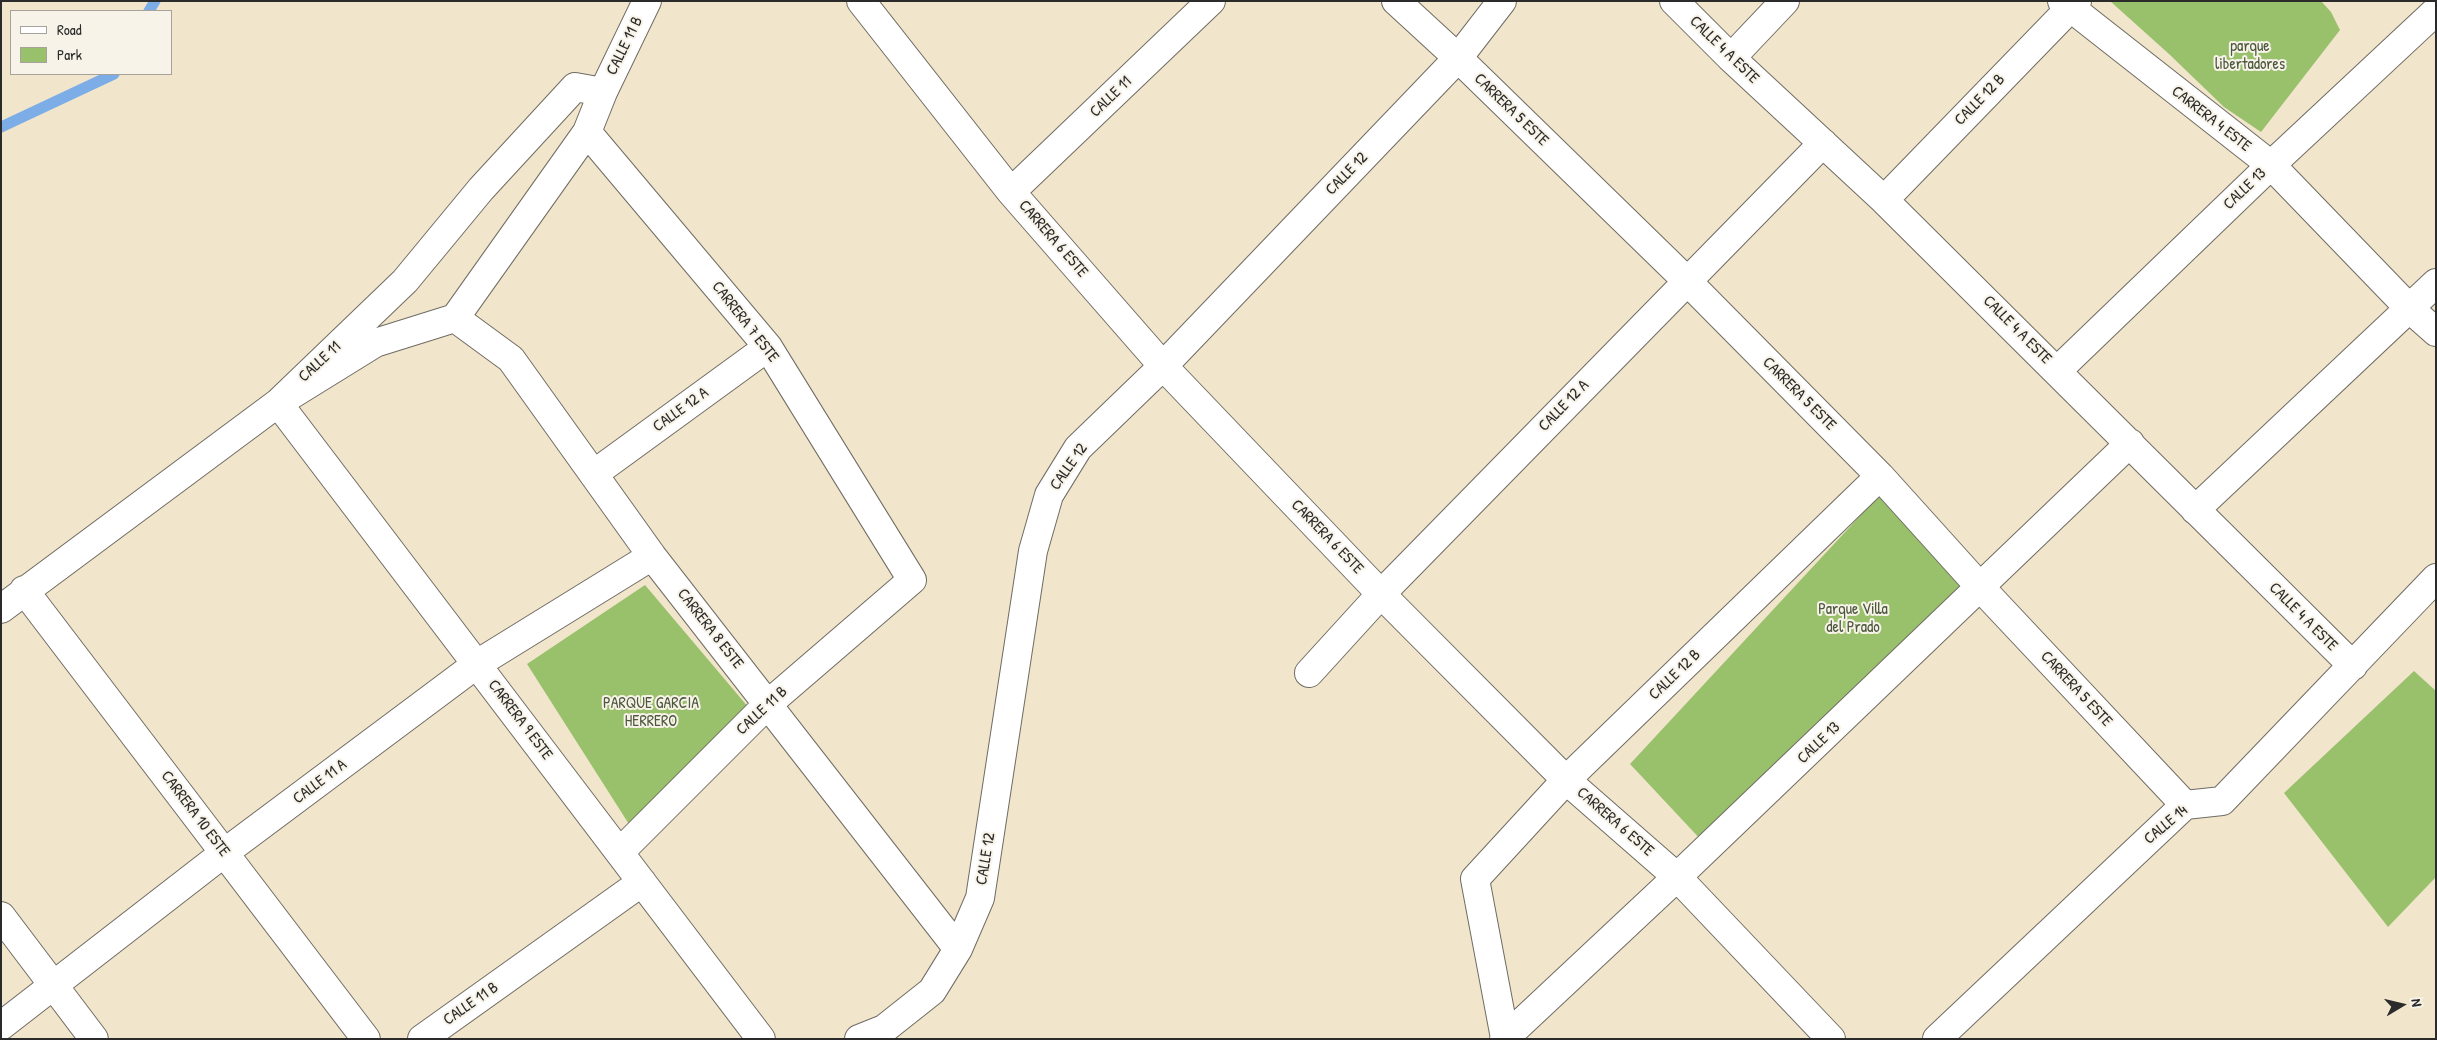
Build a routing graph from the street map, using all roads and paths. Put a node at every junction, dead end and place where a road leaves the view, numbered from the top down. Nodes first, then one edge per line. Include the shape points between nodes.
1 (647, 1) edge
2 (861, 1) edge
3 (1211, 1) edge
4 (1396, 1) edge
5 (1502, 1) edge
6 (1674, 1) edge
7 (1785, 1) edge
8 (2069, 4) edge
9 (2436, 11) edge
10 (1458, 58) junction
11 (1731, 58) junction
12 (603, 92) junction
13 (587, 132) junction
14 (1823, 143) junction
15 (2271, 165) junction
16 (1012, 192) junction
17 (1884, 200) junction
18 (1686, 280) junction
19 (2436, 283) edge
20 (2409, 308) junction
21 (455, 318) junction
22 (2436, 332) edge
23 (768, 347) junction
24 (1163, 366) junction
25 (2057, 371) junction
26 (278, 403) junction
27 (2130, 443) junction
28 (594, 473) junction
29 (1880, 476) junction
30 (2195, 510) junction
31 (652, 556) junction
32 (2436, 578) edge
33 (912, 580) joint
34 (1981, 588) junction
35 (24, 590) junction
36 (1381, 594) junction
37 (1, 609) edge
38 (477, 664) junction
39 (2353, 666) junction
40 (1309, 673) dead end
41 (768, 704) junction
42 (1566, 780) junction
43 (2185, 805) junction
44 (620, 852) junction
45 (224, 853) junction
46 (1678, 877) junction
47 (642, 882) junction
48 (1, 916) edge
49 (958, 949) junction
50 (54, 986) junction
51 (1, 1026) edge
52 (1505, 1038) edge
53 (94, 1039) edge
54 (366, 1039) edge
55 (422, 1039) edge
56 (761, 1039) edge
57 (859, 1039) edge
58 (1831, 1039) edge
59 (1936, 1039) edge

1 - 12 street, CALLE 11 B
2 - 16 street, CARRERA 6 ESTE
3 - 16 street, CALLE 11
4 - 10 street, CARRERA 5 ESTE
5 - 10 street, CALLE 12
6 - 11 street, CALLE 4 A ESTE
7 - 11 street
8 - 15 street, CARRERA 4 ESTE
8 - 17 street, CALLE 12 B
9 - 15 street, CALLE 13
10 - 18 street, CARRERA 5 ESTE
10 - 24 street, CALLE 12
11 - 14 street, CALLE 4 A ESTE
12 - 13 street, CALLE 11 B
12 - 26 street, CALLE 11 via 575,87 481,189 405,282
13 - 21 street, CALLE 11 B
13 - 23 street, CARRERA 7 ESTE
14 - 17 street, CALLE 4 A ESTE
14 - 18 street, CALLE 12 A
15 - 20 street, CARRERA 4 ESTE
15 - 25 street, CALLE 13
16 - 24 street, CARRERA 6 ESTE
17 - 25 street, CALLE 4 A ESTE
18 - 29 street, CARRERA 5 ESTE
18 - 36 street, CALLE 12 A
19 - 20 street
20 - 22 street, CARRERA 4 ESTE
20 - 30 street
21 - 26 street via 375,343
21 - 28 street, CARRERA 8 ESTE via 511,359
23 - 28 street, CALLE 12 A
23 - 33 street, CARRERA 7 ESTE
24 - 36 street, CARRERA 6 ESTE
24 - 49 street, CALLE 12 via 1078,448 1049,495 1033,551 980,898
25 - 27 street, CALLE 4 A ESTE
26 - 35 street, CALLE 11
26 - 38 street, CARRERA 9 ESTE
27 - 30 street, CALLE 4 A ESTE
27 - 34 street, CALLE 13
28 - 31 street, CARRERA 8 ESTE
29 - 34 street, CARRERA 5 ESTE
29 - 42 street, CALLE 12 B
30 - 39 street, CALLE 4 A ESTE
31 - 38 street, CALLE 11 A
31 - 41 street, CARRERA 8 ESTE
32 - 39 street, CALLE 14
33 - 41 street, CALLE 11 B
34 - 43 street, CARRERA 5 ESTE
34 - 46 street, CALLE 13
35 - 37 street, CALLE 11
35 - 45 street, CARRERA 10 ESTE
36 - 40 street, CALLE 12 A
36 - 42 street, CARRERA 6 ESTE
38 - 44 street, CARRERA 9 ESTE
38 - 45 street, CALLE 11 A
39 - 43 street, CALLE 14 via 2222,801
41 - 44 street, CALLE 11 B
41 - 49 street, CARRERA 8 ESTE
42 - 46 street, CARRERA 6 ESTE
42 - 52 street, CALLE 12 B via 1475,880
43 - 59 street, CALLE 14
44 - 47 street, CARRERA 9 ESTE
45 - 50 street, CALLE 11 A
45 - 54 street, CARRERA 10 ESTE
46 - 52 street, CALLE 13
46 - 58 street, CARRERA 6 ESTE
47 - 55 street, CALLE 11 B
47 - 56 street, CARRERA 9 ESTE
48 - 50 street
49 - 57 street, CALLE 12 via 932,991 884,1029
50 - 51 street, CALLE 11 A
50 - 53 street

— WHAT YOU WILL DO —
Copy out each line of the listing that holds the string "dead".

— ANSWER TO THE EXERCISE —
Build a routing graph from the street map, using all roads and paths. Put a node at every junction, dead end and place where a road leaves the view, numbered from the top down. Nodes first, then one edge per line. Include the shape points between nodes.
40 (1309, 673) dead end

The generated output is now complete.